We were then told to describe the process of building our planes to a partner (nice to know my intuition was right on that).
I was also confident that I could easily describe the process for my partner to replicate my plane…
Except that what is simple for me isn’t necessarily simple for others. I understand what my mind can process, understand and retain easily but I can’t know that of someone else, especially someone I’d never met until that moment. My partner did successfully follow my instructions although it was far from as easy as I’d envisioned it – I’d have been better off making an even more simple plane that was not as detailed with the trade off in flight capability being matched in reproduction capability.
(K)eep (I)t (S)imple (S)tupid
As testers we often can’t see the wood for the trees. We look at a system or a website or an app to be tested and immediately our mind fills with the potential things we can subject the system to in order to test it. Sometimes our mind is exactly on task and the intended tests are precisely what’s needed. Other times though we over-think it and end up wasting time in convoluted tests or bug investigations that could have been much simpler and allowed us to move on to other important tests.
We also try to make judgements and estimations of others’ capabilities whether it’s in our bug reports, test scripts (ugh!) clients demand or in meetings we have with our team.
Let’s look at some practical examples:
Example #1 – “I’m going to create a tool for test data creation”
Except that an account takes 2 minutes to create and the project only has 2 days of test time so in reality you would have used 2/3 the amount of time just doing it manually for the duration of the project.
Example #2 – “The main banner image is missing on one specific browser”
You’re testing a website and your baseline is Google Chrome.
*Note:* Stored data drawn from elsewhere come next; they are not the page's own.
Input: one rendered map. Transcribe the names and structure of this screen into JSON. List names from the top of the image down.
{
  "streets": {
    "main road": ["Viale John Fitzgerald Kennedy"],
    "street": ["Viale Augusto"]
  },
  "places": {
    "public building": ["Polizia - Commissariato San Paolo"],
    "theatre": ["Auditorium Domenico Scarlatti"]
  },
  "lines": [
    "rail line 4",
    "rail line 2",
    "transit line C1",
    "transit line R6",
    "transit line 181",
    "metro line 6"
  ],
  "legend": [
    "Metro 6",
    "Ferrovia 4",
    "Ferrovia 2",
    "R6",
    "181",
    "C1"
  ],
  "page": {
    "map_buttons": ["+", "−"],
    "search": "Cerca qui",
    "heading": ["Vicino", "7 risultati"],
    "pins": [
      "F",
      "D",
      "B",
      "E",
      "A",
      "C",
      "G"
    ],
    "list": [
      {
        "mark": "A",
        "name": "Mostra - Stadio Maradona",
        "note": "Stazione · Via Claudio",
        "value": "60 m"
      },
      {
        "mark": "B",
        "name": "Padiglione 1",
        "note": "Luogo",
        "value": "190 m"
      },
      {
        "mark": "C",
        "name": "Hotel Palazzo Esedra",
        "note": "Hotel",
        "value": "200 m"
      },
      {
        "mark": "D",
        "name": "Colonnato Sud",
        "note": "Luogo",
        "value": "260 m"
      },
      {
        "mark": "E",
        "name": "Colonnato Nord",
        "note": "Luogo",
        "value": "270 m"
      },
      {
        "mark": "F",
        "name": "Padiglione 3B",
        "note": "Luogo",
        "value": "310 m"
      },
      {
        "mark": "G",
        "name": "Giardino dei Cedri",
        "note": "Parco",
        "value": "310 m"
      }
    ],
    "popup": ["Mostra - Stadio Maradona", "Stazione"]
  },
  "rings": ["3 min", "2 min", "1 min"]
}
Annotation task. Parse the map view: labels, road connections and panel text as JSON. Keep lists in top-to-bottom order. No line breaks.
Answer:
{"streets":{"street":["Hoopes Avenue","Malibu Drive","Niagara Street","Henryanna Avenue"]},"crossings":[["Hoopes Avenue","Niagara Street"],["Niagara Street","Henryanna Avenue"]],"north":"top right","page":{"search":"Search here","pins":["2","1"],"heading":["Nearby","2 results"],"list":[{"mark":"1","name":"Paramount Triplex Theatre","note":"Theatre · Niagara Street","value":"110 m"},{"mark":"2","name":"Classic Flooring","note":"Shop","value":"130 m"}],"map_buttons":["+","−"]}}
You’re happy with your coverage on the baseline and you move on to test on other browsers. Firefox passes with flying colours, Edge is happy and so is Internet Explorer 11. Safari has a couple of minor issues that you report and the next browser on your hit list is Internet Explorer 10.
You boot the clean image test machine, clear down cookies and cache and load the page but the main banner is missing.
A quick investigation verifies that the image is declared correctly in the code and it exists on the server when the URL is added straight into the navigation bar of the browser so it seems like a rendering issue.
Better bug it!
Except that you reckon you can track down the exact cause of the problem and provide the developer with a load more info than a simple “Banner image on Internet Explorer 10 does not display” bug report.
You end up spending a further hour figuring out the full problem (the CMS uses a handler that’s declaring a different mime-type than the image actually had) and you report the full details. How great is that?
Wait… you used an entire test session to investigate that? So now there’s another charter than needs to be dropped or postponed?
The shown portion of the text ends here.